A CLT, em seu artigo 473, enumera as ausências que não são computadas como faltas ao serviço. Assim, o empregado pode deixar de comparecer ao serviço, sem prejuízo do salário:

  1. até 2 (dois) dias consecutivos, em caso de falecimento do cônjuge, ascendentes, descendentes, irmão ou pessoa declarada em sua CTPS, que viva sob sua dependência econômica;
  2. até 3 (três) dias consecutivos, em virtude de casamento;
  3. por 5 (cinco) dias, em caso de nascimento de filho, no decorrer da primeira semana; (ADCT art 10, § 1º)
  4. por um dia a cada doze meses de trabalho, em caso de doação voluntária de sangue devidamente comprovada;
  5. até 02 dias consecutivos ou não para o fim de se alistar como eleitor;
  6. no período de tempo, em que tiver de cumprir as exigências do Serviço Militar;
  7. nos dias em que estiver comprovadamente realizando provas de exame vestibular para ingresso em estabelecimento de ensino superior;
  8. pelo tempo que se fizer necessário, quando tiver que comparecer a juízo.

Férias coletivas

As férias coletivas podem ser concedidas a todos os trabalhadores ou parte deles, dependendo do setor em que trabalham. Devem ser gozadas em dois períodos anuais, nenhum deles inferior a dez dias e são descontadas das férias individuais. Quando a empresa concede férias coletivas, todos os empregados têm o mesmo período aquisitivo.

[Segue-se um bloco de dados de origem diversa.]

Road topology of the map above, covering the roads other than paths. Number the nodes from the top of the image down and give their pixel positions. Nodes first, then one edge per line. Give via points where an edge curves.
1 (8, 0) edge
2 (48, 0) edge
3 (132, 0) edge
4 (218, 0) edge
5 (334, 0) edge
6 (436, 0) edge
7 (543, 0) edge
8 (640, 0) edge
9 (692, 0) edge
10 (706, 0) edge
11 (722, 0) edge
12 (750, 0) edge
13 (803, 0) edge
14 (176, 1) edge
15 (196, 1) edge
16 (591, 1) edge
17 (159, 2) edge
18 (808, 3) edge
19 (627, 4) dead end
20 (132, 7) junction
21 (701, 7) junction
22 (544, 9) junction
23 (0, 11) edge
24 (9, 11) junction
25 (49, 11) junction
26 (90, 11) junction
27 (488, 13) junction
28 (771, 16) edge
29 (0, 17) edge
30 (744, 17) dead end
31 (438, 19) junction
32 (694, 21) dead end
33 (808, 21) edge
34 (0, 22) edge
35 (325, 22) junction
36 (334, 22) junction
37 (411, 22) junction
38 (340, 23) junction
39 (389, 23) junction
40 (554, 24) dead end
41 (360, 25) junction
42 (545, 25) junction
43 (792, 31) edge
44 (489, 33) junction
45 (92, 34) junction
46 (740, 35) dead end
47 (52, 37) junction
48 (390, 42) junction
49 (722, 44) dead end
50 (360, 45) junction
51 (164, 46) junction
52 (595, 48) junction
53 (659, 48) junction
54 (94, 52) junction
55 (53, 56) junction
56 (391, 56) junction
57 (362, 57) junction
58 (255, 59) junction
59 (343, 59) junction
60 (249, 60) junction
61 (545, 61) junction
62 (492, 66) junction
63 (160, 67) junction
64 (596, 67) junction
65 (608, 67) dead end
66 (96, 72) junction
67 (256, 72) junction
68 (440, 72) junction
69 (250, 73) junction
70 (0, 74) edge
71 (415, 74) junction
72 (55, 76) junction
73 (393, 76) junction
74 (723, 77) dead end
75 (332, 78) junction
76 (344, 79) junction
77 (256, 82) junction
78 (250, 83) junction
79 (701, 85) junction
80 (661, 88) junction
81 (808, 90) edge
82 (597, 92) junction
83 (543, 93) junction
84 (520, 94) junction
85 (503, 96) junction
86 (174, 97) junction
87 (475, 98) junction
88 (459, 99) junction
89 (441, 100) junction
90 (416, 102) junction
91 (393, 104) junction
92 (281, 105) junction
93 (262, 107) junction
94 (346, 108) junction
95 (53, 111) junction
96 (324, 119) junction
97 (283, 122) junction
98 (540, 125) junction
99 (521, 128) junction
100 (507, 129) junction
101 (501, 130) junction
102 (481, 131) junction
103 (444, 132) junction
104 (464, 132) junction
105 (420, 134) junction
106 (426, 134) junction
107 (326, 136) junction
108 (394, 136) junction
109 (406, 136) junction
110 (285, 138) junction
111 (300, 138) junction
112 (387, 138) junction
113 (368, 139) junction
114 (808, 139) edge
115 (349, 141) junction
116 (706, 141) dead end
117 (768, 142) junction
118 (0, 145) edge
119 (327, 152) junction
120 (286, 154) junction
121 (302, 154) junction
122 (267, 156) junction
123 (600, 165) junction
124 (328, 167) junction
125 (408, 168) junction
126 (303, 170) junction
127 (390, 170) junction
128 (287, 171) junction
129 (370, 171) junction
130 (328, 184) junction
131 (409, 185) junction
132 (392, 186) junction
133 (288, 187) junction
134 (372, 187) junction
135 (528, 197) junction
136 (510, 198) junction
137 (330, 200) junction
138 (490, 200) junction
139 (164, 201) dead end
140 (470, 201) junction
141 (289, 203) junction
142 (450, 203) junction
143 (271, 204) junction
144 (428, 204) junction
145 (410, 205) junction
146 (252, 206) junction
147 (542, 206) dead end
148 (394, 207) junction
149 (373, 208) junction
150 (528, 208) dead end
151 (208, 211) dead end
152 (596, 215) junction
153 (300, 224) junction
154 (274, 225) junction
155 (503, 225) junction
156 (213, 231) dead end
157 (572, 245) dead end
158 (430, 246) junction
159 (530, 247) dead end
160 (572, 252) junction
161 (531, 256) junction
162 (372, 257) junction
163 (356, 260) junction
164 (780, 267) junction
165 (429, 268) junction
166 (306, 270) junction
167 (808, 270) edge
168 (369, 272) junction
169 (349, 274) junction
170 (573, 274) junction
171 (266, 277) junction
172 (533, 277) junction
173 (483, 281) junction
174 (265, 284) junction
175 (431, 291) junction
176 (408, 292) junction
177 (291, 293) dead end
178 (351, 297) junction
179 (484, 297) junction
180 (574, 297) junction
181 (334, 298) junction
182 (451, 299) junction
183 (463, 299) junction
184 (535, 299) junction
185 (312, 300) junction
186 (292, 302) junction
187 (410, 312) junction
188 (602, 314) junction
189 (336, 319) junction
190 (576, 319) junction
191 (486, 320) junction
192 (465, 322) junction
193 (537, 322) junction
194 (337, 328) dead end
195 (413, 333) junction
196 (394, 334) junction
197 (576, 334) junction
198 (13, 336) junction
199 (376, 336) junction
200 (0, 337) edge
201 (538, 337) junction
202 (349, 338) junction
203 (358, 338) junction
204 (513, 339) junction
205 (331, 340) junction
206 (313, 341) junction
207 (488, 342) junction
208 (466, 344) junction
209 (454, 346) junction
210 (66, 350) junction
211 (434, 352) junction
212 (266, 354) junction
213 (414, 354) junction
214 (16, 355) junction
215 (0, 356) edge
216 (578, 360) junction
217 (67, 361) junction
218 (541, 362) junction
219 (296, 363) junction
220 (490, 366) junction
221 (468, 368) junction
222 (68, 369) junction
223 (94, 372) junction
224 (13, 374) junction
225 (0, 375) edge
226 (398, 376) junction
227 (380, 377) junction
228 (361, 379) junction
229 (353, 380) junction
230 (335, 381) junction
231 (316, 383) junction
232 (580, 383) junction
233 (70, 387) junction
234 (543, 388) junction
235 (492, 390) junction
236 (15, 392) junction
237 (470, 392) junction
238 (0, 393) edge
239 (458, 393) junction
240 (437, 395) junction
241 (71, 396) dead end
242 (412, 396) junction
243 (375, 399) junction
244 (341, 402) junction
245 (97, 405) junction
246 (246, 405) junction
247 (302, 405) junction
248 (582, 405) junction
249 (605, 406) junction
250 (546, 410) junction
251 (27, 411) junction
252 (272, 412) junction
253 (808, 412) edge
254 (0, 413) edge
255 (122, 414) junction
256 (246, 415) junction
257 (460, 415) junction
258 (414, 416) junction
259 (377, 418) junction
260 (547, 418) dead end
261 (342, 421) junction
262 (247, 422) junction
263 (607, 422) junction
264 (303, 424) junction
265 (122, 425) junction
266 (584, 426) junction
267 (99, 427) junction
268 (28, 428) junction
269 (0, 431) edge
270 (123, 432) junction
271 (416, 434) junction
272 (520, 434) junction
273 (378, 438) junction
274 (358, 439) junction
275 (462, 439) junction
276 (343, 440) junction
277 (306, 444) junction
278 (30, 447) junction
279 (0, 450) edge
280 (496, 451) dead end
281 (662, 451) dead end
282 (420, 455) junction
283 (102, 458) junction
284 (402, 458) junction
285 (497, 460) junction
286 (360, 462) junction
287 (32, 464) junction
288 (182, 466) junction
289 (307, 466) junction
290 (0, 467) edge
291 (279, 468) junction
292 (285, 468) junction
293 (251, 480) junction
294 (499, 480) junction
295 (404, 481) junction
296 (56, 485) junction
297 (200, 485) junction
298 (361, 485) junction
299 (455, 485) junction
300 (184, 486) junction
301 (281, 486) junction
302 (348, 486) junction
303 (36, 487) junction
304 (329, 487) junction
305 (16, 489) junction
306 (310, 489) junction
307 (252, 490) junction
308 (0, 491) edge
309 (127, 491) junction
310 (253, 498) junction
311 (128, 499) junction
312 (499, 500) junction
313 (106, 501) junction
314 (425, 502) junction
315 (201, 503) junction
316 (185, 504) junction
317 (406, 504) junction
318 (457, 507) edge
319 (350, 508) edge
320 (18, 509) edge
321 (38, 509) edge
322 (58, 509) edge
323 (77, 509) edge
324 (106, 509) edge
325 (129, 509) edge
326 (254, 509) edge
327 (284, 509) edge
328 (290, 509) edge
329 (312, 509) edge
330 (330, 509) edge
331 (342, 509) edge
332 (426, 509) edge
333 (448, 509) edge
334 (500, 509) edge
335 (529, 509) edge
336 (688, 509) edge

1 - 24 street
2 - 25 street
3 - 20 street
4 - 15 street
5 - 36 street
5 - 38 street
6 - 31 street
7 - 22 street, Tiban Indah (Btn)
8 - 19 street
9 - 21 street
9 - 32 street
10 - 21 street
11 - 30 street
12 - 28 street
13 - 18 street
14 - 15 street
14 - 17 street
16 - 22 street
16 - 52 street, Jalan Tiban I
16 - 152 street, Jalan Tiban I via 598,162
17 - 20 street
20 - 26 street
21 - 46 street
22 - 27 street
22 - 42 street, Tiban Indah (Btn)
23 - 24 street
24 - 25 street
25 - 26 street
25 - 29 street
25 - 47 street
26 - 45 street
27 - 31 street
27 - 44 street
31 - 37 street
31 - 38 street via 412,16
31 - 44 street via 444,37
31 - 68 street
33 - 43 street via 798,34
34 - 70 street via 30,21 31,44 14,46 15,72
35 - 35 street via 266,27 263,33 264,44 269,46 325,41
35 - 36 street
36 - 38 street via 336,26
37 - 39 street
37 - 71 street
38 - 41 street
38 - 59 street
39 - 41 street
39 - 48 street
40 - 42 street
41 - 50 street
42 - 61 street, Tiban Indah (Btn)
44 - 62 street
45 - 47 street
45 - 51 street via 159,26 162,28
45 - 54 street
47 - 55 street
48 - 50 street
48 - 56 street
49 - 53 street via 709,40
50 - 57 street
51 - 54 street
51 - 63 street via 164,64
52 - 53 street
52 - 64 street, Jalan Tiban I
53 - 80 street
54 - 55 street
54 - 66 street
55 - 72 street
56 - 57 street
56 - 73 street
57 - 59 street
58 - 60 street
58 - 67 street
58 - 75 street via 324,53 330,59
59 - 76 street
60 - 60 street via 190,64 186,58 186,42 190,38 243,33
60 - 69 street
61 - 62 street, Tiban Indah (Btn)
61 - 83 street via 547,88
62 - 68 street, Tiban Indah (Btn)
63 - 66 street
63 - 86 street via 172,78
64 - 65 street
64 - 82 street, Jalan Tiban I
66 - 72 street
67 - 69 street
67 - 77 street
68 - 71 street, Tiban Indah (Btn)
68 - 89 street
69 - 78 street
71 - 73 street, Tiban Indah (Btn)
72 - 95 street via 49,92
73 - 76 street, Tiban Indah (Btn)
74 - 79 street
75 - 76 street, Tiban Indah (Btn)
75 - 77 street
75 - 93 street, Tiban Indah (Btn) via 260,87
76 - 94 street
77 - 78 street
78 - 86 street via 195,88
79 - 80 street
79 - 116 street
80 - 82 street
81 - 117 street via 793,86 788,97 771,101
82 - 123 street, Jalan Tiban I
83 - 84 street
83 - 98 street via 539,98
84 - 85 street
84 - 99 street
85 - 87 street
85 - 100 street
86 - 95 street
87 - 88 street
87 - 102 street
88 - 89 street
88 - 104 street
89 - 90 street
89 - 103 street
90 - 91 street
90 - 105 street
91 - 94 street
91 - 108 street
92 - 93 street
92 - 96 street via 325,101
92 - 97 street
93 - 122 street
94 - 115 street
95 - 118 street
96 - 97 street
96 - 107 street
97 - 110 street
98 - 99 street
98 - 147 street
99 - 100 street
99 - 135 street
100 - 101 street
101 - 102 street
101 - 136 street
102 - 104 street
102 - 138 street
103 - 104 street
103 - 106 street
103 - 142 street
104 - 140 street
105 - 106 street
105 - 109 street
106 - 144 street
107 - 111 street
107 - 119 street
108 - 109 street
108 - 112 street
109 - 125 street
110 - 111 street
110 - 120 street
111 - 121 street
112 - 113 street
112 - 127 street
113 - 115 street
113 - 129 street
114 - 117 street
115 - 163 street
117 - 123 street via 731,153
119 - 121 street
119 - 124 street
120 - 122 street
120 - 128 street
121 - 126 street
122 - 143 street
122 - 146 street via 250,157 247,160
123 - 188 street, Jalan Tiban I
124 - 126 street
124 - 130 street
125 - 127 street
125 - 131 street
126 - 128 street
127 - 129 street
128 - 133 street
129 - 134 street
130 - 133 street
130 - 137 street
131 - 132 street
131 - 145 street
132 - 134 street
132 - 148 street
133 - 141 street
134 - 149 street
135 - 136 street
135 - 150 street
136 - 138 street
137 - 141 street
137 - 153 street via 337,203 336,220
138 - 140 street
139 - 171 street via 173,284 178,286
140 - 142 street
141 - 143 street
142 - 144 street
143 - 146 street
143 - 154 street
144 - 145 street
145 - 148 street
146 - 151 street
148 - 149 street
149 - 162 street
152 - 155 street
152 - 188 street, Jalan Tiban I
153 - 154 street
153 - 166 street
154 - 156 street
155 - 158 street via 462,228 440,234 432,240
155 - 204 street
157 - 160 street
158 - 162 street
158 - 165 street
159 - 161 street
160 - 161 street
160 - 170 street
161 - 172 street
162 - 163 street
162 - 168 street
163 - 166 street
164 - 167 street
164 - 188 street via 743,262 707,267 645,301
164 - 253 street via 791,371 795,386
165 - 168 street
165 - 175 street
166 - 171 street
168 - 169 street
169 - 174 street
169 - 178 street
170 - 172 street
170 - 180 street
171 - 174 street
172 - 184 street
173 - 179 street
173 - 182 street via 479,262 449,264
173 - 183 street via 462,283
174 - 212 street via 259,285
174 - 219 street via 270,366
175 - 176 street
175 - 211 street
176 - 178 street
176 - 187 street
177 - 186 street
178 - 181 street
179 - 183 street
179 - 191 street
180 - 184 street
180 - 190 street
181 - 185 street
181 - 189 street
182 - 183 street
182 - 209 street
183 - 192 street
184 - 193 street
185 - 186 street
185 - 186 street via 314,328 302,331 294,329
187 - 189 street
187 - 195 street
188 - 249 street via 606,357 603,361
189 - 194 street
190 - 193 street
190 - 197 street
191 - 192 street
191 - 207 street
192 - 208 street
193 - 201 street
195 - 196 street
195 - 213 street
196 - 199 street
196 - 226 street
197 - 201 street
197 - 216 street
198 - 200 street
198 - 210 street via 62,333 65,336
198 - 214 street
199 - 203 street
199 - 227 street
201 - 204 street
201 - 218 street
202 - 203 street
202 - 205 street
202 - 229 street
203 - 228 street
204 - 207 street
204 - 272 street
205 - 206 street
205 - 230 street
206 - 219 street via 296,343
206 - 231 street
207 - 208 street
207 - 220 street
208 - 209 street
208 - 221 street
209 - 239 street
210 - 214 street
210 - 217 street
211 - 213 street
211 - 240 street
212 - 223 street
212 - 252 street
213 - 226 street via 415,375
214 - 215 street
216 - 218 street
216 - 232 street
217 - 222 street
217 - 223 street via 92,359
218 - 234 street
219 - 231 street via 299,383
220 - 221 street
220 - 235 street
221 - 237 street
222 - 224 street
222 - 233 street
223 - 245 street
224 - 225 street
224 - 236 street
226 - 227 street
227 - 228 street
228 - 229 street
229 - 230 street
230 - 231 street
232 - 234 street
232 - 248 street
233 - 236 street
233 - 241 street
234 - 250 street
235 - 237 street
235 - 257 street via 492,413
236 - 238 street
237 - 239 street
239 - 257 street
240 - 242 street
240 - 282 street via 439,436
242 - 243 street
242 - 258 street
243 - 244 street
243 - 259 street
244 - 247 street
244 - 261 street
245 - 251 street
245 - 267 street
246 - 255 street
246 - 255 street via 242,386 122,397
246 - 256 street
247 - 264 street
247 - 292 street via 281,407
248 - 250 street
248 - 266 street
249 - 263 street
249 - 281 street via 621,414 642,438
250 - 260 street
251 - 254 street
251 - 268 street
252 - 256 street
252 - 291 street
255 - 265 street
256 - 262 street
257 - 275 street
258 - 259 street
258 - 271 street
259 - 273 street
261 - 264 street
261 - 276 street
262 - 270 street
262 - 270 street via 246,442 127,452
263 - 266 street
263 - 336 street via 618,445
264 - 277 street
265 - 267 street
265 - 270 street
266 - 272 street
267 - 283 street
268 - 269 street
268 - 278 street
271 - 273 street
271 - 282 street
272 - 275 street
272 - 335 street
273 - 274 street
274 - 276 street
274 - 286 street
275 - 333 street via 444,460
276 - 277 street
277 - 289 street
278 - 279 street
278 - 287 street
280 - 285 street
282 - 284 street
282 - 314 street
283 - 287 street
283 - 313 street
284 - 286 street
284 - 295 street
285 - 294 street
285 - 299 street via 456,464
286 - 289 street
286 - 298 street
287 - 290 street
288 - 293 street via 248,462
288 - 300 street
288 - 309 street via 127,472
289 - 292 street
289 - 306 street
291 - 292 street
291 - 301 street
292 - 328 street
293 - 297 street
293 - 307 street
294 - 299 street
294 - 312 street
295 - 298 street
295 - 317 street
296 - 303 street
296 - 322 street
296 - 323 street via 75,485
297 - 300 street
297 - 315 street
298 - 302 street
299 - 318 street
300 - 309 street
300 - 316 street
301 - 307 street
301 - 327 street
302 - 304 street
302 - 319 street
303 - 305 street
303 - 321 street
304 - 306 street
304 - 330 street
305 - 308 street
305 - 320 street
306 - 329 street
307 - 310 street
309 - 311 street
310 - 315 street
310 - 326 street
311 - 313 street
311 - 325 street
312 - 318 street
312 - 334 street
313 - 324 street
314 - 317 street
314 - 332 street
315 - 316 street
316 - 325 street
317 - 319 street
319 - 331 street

Para proporcionar férias coletivas, o empregador deverá comunicar as férias aos funcionários através de um acordo coletivo ou convenção. Se caso não conseguir contactá-los, a escolha das férias fica a seu critério. Deve comunicar ainda o MTE (Ministério do Trabalho e do Emprego) com quinze dias de antecedência. Empregados admitidos há menos de doze meses terão férias proporcionais. Ao término das férias, será iniciada a contagem de novo período aquisitivo.

A empresa deve comunicar o órgão local do Ministério do Trabalho e Emprego, com quinze dias de antecedência, enviando cópia da comunicação aos sindicatos da categoria profissional, e afixar um aviso nos locais de trabalho.

No caso de férias coletivas, o abono de férias deverá ser objeto de acordo entre o empregador e o sindicato da categoria.

Em caso de férias individuais, o empregado pode dividir as férias em dois ou mais períodos somente em uma situação excepcional, e ainda assim em dois períodos, sendo nenhum deles menor que 10 dias. Já nas férias coletivas pode haver fracionamento mesmo que não haja anormalidade.

O empregado em férias coletivas que conta com menos de doze meses de serviço receberá proporcionalmente aos meses trabalhados (1/12 avo por cada mês ou fração igual ou superior a 15 dias), sairá de férias e, quando retornar, o seu período aquisitivo já será considerado. Se o funcionário pedir demissão ou for demitido antes de completar um ano, não terá qualquer desconto, pois recebeu apenas pelo tempo que efetivamente trabalhou. Se for desligado logo no retorno, a regra é a mesma, mas neste caso, o período do aviso prévio deverá ser considerado para todos os fins, inclusive férias proporcionais, de modo que ele terá, no mínimo, direito a 1/12 avo com acréscimo de 1/3.